Ele ainda chama atenção para a melhoria das universidades que oferecem medicina no Brasil. Segundo o presidente da ABEM, falta fiscalização em relação ao ensino oferecido nessas instituições, incluindo as da rede pública e privada.
“O Estado precisa autorizar cursos em locais que haja necessidade e, claro, realizar avaliações periódicas. Isso não tem sido exercido e precisa ser retomado com urgência.”
De acordo com os últimos dados divulgados pelo Conselho Federal de Medicina (CFM), o Brasil tem atualmente 353 faculdades de medicina, sendo que 173 delas foram abertas entre 2011 e 2021.
É necessário revalidar o diploma
Terminar a graduação no país vizinho e voltar para o território nacional não é tão simples, caso o brasileiro queira exercer a profissão de médico.
Ao retornar, é necessário prestar o Exame Nacional de Revalidação de Diplomas Médicos Expedidos por Instituição de Educação Superior Estrangeira, conhecido como Revalida. A prova é destinada aos estrangeiros formados fora do país e a brasileiros que se graduaram no exterior. A avaliação é dividida em duas etapas eliminatórias, que possuem provas escritas e de habilidades clínicas.
“É essencial que o Brasil tenha essa avaliação da qualificação. Em outros países são realizadas até outras exigências quanto à prática e o local de formação. Há uma perspectiva de que nos Estados Unidos só serão habilitados para fazer a prova, estudantes que tenham se formado em escolas de qualidade”, explica Julio Braga, coordenador da Comissão de Ensino Médico do Conselho Federal de Medicina.
Schreiber também defende o modelo de prova e acredita que mesmo que o exame reprove muita gente, não é uma prova inatingível.
“Obviamente pode haver adequações e revisões, mas não é uma avaliação impossível”, diz.
Braga acredita que o alto índice de reprovação se dá à baixa qualificação dos estudantes.
“Inicialmente, o exame é feito dentro de metodologias bem reconhecidas, a imensa maioria não questiona a qualidade do Revalida. Então, a baixa taxa de aprovação não é porque o exame seja ruim. Eu acredito que os formados no exterior na verdade não têm a capacitação adequada. Muitos fizeram medicina em países cuja metodologia e prática são questionáveis.”

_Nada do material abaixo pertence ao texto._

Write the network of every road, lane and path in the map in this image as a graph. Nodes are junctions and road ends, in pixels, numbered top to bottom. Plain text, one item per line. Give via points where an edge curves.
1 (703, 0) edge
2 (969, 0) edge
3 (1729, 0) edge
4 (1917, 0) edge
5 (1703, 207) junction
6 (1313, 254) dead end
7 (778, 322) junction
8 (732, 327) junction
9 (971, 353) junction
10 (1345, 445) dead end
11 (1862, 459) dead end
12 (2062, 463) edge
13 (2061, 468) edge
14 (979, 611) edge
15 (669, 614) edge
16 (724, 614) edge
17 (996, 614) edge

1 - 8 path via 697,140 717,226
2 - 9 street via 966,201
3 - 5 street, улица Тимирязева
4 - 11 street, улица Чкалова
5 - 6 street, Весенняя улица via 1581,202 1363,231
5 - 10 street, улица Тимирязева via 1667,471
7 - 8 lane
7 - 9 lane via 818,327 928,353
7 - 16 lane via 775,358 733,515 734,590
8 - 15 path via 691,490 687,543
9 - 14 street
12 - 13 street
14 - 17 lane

Atualmente, o Revalida pode ser feito duas vezes ao ano, no primeiro e segundo semestre. De acordo com dados divulgados pela instituição, no segundo semestre durante a primeira etapa, 5.259 brasileiros se inscreveram no teste, sendo que 680 foram aprovados, correspondendo a 12,93%. Já na segunda etapa foram 1.318 inscritos, com zero aprovação.